WHAT IS EXPECTED> Lines to restate from the data below: from the one containing "ring mcp: (29, 223)" to the one containing "thumb mcp: (204, 256)", both included. Give them again exactly, and only them.

***** THE INPUT *****

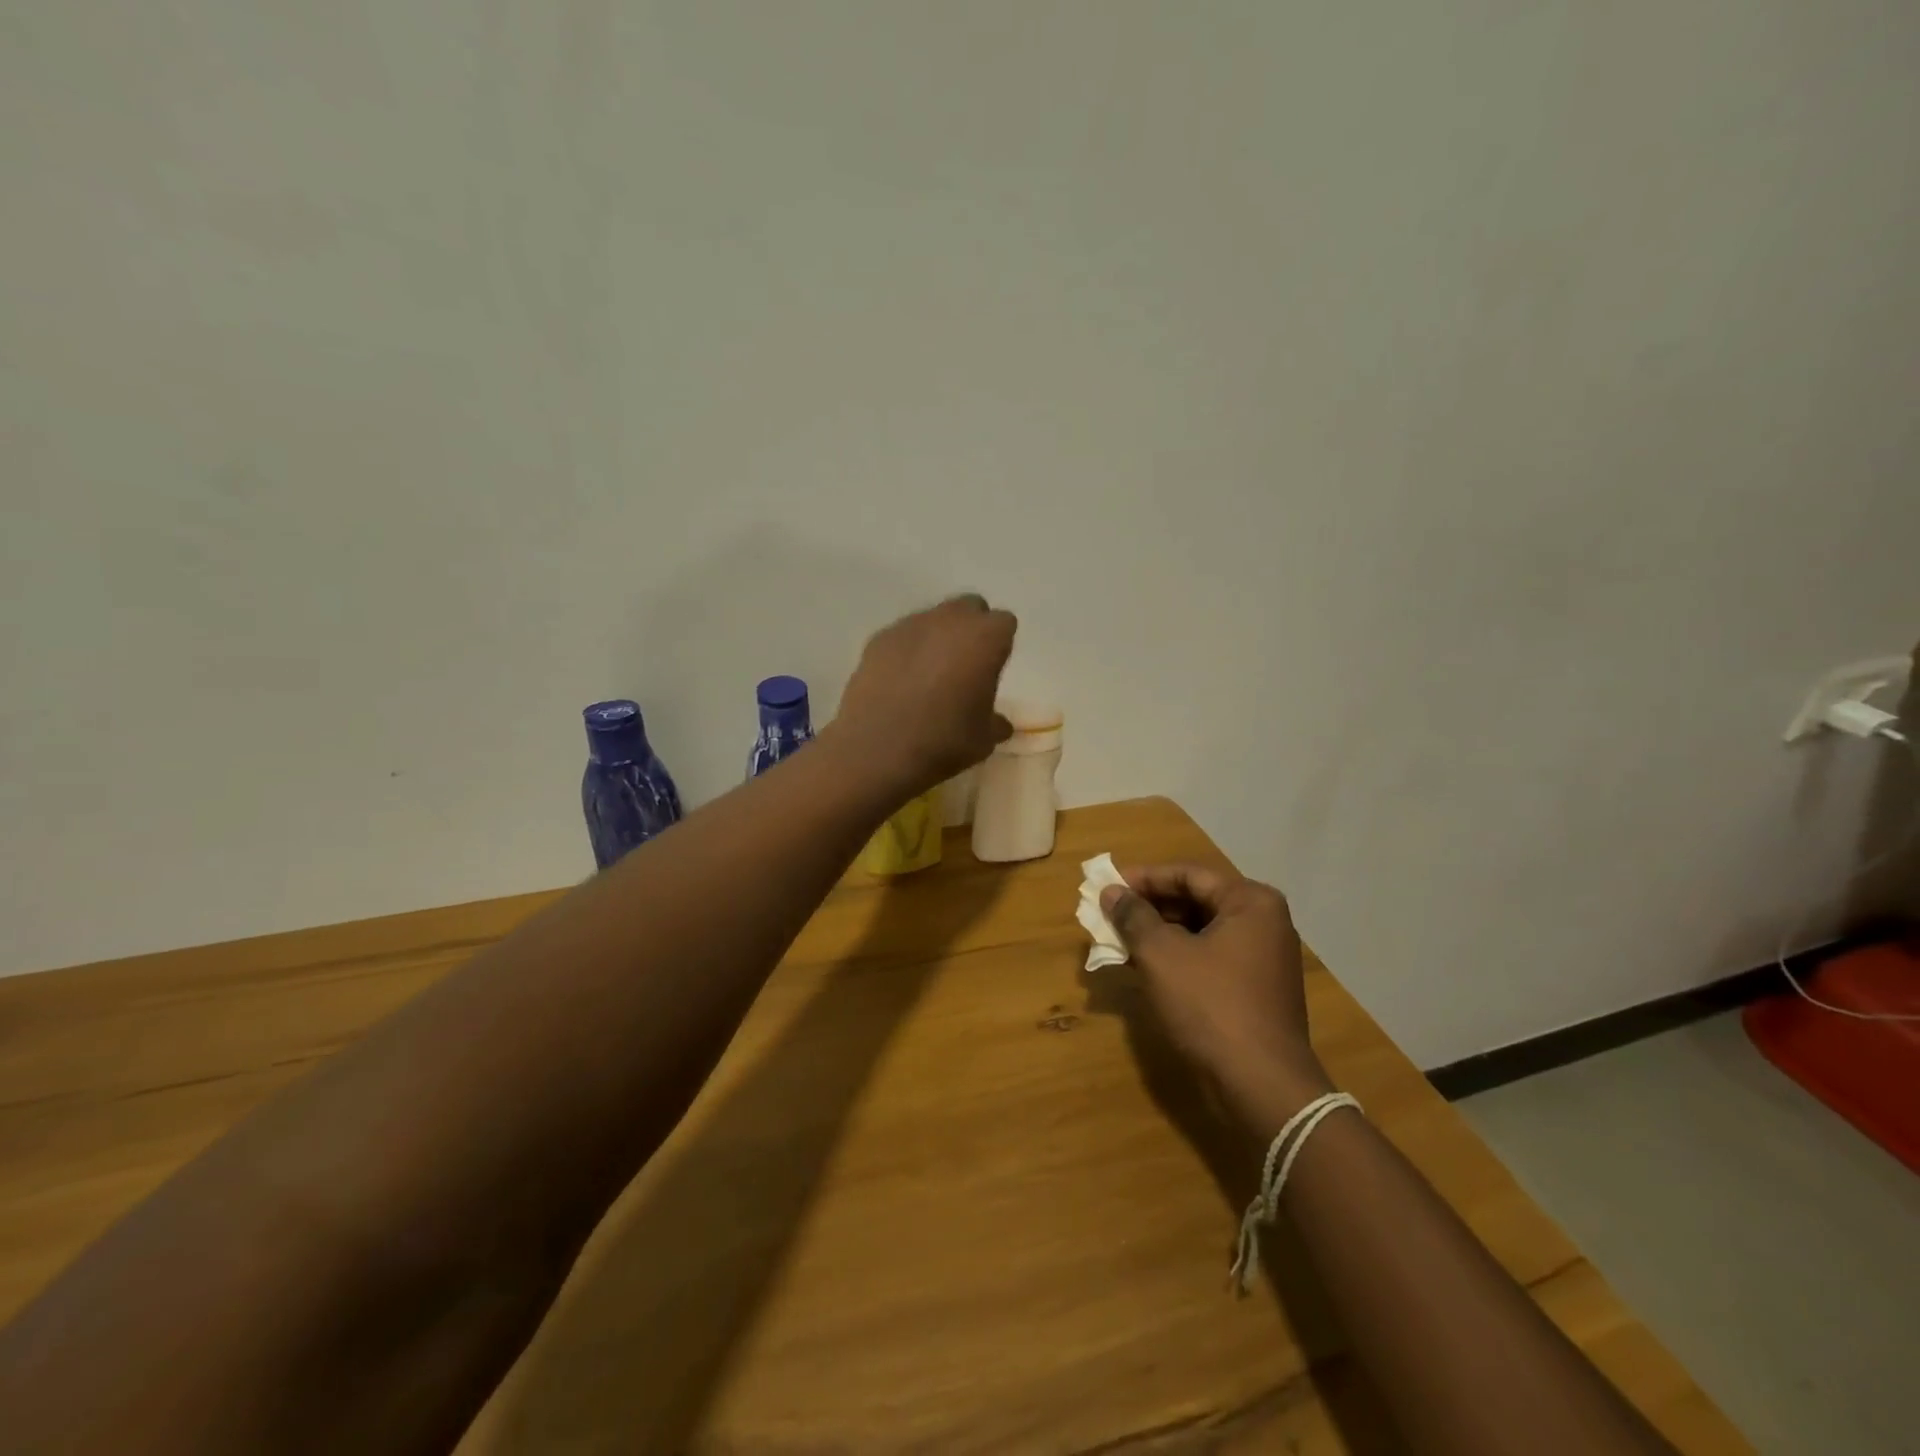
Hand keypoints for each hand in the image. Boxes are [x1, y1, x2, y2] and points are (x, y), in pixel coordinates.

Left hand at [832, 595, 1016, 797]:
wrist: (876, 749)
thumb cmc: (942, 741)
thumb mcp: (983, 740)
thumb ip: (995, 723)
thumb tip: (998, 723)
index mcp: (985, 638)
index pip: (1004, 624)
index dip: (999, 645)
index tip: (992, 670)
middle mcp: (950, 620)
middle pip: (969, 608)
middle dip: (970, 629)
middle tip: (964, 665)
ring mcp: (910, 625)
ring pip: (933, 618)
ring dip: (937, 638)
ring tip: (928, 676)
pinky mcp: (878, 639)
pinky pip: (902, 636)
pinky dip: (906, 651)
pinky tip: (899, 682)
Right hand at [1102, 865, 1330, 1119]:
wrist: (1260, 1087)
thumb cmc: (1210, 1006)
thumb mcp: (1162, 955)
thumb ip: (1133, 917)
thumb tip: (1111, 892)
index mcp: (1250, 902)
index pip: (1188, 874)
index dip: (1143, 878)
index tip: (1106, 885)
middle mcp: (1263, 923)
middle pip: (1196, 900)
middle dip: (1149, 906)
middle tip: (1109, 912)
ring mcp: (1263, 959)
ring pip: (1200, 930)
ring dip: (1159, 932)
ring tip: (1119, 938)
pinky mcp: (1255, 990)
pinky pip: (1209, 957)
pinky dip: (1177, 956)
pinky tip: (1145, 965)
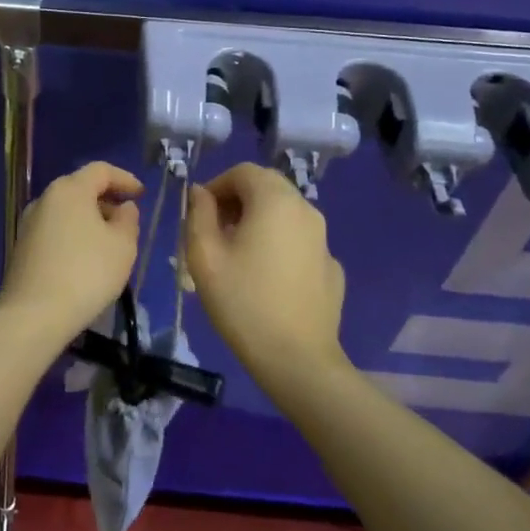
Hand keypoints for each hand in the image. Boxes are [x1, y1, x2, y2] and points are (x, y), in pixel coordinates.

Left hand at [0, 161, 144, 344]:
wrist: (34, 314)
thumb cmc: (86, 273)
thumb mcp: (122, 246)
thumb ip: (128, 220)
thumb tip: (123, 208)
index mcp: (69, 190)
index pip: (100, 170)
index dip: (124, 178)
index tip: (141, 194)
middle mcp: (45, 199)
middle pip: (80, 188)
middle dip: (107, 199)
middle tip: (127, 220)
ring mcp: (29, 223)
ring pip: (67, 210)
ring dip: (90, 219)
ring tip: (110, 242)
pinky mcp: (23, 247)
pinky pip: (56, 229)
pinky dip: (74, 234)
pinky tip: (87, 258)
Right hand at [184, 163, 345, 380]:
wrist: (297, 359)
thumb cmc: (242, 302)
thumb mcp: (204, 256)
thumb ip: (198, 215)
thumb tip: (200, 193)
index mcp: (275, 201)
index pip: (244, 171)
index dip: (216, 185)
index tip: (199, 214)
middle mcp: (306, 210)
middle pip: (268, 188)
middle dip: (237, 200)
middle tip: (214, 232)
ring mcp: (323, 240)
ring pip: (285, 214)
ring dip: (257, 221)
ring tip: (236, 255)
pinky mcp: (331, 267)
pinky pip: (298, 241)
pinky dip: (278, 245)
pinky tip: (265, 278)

*****

EXERCISE OUTPUT>
ring mcp: (29, 223)
ring pip: (67, 210)
ring dip: (90, 219)
ring tip: (110, 242)
pinky mcp: (23, 247)
pinky pip: (56, 229)
pinky dip: (74, 234)
pinky tip: (87, 258)
Right hand at [184, 163, 345, 380]:
wrist: (297, 359)
thumb cmc: (242, 302)
thumb mcp: (204, 256)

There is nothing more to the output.